Approach 1: Brute Force Enumeration (O(n³) time, O(1) space)

Iterate over every possible combination of a, b, and c from 1 to n. For each triple, compute a*a + b*b and compare it with c*c. If they match, increment the count. This method directly checks the Pythagorean condition without any optimization. It’s useful for understanding the problem constraints and validating smaller inputs, but the cubic time complexity becomes expensive as n grows.

Approach 2: Optimized Loop with Square Root Check (O(n²) time, O(1) space)

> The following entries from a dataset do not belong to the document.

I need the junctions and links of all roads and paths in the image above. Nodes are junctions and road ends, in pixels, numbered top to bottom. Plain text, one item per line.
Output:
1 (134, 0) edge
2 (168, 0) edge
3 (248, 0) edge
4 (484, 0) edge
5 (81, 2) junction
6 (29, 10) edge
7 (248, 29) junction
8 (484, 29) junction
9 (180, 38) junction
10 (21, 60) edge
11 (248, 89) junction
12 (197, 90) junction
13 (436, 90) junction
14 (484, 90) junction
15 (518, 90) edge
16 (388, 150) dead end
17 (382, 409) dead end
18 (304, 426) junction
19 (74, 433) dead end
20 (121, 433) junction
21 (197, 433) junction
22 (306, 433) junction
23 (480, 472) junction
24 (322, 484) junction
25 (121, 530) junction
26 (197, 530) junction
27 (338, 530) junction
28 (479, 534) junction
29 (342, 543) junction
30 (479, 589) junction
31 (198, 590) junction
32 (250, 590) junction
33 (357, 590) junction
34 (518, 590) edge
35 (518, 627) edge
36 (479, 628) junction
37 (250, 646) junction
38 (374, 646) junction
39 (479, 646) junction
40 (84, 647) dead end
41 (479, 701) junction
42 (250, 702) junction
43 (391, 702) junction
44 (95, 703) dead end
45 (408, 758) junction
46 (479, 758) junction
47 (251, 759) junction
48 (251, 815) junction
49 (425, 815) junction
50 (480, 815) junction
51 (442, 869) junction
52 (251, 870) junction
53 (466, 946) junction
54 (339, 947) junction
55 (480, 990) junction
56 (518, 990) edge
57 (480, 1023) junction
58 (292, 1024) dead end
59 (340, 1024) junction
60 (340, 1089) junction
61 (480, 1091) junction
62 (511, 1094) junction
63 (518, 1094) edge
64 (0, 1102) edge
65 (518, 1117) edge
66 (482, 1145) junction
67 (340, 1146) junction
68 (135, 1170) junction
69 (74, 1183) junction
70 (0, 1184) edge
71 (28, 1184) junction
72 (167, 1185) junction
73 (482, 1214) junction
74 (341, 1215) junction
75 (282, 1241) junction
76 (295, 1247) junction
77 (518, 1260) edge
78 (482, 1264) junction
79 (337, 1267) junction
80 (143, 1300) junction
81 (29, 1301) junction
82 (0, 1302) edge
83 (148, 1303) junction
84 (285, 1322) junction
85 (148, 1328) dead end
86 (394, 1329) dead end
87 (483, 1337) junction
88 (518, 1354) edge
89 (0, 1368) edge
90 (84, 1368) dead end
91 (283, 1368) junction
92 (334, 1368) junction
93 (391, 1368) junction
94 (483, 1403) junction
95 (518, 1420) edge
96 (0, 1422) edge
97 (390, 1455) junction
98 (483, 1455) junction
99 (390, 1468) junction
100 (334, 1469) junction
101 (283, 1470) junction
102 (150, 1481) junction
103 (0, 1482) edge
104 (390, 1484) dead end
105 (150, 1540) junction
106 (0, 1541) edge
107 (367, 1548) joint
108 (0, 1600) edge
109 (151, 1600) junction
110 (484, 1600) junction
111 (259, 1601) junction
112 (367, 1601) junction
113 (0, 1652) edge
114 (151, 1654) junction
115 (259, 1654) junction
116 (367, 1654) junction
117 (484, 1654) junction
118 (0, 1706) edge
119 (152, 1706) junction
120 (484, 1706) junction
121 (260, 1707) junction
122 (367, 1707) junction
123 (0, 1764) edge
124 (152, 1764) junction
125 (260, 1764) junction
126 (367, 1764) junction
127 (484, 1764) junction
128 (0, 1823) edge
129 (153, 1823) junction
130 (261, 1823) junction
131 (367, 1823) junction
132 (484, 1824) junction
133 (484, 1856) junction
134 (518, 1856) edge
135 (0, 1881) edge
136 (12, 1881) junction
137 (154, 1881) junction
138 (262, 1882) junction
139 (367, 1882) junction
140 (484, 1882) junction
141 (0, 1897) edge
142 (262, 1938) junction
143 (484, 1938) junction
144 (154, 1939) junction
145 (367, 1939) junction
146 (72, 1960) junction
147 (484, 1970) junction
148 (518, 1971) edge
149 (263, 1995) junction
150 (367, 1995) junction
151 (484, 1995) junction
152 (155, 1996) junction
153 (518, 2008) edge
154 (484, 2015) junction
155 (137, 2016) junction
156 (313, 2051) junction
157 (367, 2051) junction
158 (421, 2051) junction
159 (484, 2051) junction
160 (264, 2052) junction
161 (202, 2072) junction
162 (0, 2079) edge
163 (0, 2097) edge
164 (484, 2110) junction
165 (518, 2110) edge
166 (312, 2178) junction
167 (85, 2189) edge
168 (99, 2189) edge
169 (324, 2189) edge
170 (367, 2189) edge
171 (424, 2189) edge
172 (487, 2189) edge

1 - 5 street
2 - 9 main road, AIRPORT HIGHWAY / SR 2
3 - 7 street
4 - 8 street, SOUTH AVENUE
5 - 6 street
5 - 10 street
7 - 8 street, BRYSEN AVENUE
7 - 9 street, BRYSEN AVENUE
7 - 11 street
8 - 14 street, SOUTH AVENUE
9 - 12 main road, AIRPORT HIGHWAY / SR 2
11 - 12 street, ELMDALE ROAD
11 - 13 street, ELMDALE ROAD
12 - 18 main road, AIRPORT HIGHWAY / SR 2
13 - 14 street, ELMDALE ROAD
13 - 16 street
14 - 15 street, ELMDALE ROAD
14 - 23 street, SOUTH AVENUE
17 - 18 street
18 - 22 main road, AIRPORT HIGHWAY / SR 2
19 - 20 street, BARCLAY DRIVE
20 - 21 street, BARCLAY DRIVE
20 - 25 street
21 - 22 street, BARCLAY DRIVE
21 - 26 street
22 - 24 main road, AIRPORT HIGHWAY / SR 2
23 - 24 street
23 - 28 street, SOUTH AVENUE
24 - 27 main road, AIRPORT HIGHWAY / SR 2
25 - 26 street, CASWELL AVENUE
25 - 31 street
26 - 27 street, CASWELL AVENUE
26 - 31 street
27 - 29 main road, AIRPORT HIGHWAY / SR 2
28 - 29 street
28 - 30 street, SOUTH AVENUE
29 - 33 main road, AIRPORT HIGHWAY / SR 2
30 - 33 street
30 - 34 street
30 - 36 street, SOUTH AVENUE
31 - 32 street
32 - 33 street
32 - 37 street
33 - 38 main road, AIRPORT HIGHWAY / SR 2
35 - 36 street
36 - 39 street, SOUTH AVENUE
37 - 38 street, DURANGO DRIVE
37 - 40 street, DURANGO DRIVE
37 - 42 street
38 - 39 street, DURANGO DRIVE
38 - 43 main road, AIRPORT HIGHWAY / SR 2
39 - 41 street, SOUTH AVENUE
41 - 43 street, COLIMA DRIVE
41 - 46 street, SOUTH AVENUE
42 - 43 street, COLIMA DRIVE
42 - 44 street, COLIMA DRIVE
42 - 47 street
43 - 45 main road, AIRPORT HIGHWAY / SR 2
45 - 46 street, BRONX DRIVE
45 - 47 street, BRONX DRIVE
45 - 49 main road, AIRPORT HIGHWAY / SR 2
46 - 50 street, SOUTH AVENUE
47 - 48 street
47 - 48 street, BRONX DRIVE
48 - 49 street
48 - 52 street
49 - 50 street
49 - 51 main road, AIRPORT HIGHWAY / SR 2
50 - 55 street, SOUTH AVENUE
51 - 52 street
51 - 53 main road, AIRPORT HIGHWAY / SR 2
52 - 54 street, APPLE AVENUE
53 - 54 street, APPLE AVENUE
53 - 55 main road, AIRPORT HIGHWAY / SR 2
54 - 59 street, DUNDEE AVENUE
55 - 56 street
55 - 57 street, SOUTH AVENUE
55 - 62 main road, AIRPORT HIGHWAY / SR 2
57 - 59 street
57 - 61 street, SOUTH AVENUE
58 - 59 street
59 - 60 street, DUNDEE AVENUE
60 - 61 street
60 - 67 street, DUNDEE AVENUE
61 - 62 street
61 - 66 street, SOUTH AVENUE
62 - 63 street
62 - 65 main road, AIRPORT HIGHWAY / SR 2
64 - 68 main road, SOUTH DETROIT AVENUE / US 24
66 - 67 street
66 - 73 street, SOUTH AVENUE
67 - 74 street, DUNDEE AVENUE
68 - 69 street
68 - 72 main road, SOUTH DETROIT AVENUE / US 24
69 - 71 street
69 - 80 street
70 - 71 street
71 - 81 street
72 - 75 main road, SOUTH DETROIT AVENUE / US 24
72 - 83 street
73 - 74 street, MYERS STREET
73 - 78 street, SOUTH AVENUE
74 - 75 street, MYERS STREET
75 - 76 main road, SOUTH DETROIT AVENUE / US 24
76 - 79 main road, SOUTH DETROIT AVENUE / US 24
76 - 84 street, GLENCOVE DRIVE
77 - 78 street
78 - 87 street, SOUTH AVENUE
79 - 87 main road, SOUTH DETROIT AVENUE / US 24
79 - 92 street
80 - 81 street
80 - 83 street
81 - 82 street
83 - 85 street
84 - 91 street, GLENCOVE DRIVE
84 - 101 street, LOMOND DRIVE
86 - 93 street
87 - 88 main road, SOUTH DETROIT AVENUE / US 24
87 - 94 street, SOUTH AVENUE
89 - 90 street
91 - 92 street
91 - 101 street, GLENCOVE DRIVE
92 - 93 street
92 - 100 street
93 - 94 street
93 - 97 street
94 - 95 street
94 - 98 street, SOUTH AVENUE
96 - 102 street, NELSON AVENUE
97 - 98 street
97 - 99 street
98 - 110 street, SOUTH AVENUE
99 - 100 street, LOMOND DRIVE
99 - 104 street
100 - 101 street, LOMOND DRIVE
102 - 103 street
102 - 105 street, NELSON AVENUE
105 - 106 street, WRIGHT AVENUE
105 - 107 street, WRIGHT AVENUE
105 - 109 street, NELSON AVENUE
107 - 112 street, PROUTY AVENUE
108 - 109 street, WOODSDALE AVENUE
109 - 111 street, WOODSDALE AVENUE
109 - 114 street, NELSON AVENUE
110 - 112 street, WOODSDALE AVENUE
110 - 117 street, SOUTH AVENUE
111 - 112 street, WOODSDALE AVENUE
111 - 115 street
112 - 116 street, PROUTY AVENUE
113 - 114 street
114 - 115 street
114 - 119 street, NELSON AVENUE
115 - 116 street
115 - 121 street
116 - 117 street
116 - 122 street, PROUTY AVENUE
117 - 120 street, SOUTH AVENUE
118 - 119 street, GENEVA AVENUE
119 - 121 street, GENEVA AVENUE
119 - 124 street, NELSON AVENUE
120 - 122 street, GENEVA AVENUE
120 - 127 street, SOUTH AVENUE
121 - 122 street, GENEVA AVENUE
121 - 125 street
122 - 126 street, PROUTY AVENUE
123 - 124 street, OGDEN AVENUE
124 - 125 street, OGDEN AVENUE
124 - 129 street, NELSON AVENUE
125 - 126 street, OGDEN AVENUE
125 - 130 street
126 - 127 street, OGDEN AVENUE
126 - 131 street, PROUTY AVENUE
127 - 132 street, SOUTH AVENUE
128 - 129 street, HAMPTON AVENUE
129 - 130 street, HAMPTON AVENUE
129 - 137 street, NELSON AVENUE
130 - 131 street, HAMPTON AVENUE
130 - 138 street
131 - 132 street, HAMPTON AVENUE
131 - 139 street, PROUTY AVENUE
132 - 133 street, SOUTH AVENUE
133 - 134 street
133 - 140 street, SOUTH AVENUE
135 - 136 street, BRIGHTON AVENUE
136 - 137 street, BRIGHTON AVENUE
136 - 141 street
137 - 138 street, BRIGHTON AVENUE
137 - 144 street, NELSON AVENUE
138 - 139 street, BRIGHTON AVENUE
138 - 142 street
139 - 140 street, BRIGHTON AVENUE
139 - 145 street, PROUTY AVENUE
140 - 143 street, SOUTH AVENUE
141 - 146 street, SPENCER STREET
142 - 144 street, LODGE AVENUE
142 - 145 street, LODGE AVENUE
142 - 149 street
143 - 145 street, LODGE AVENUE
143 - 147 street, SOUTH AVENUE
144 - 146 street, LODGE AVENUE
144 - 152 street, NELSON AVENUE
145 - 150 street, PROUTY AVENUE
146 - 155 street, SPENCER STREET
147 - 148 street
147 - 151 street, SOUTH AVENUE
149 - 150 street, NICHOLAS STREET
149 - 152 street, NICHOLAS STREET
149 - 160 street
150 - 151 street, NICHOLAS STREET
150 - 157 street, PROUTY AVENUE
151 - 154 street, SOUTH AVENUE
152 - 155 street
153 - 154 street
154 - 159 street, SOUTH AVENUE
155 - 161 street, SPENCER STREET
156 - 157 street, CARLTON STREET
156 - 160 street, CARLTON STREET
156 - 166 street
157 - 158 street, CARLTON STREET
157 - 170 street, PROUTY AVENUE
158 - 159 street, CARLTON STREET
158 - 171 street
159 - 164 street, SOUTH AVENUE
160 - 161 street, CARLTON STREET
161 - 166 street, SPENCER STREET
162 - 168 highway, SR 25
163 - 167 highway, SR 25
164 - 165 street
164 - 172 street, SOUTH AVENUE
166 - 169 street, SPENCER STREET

Instead of iterating over all three variables, iterate only over a and b. Compute sum = a*a + b*b and check whether it forms a perfect square. If c = sqrt(sum) is an integer and c ≤ n, a valid triple exists. This removes the third loop and reduces the complexity to quadratic. The key insight is treating c as a derived value rather than iterating through all candidates. This approach relies on basic math properties and systematic enumeration of pairs.

Recommended for interviews: Start by describing the brute force enumeration to show you understand the constraint a² + b² = c². Then move to the optimized two-loop approach that computes c using a square root check. Interviewers typically expect the O(n²) solution because it removes unnecessary iteration while keeping the implementation simple.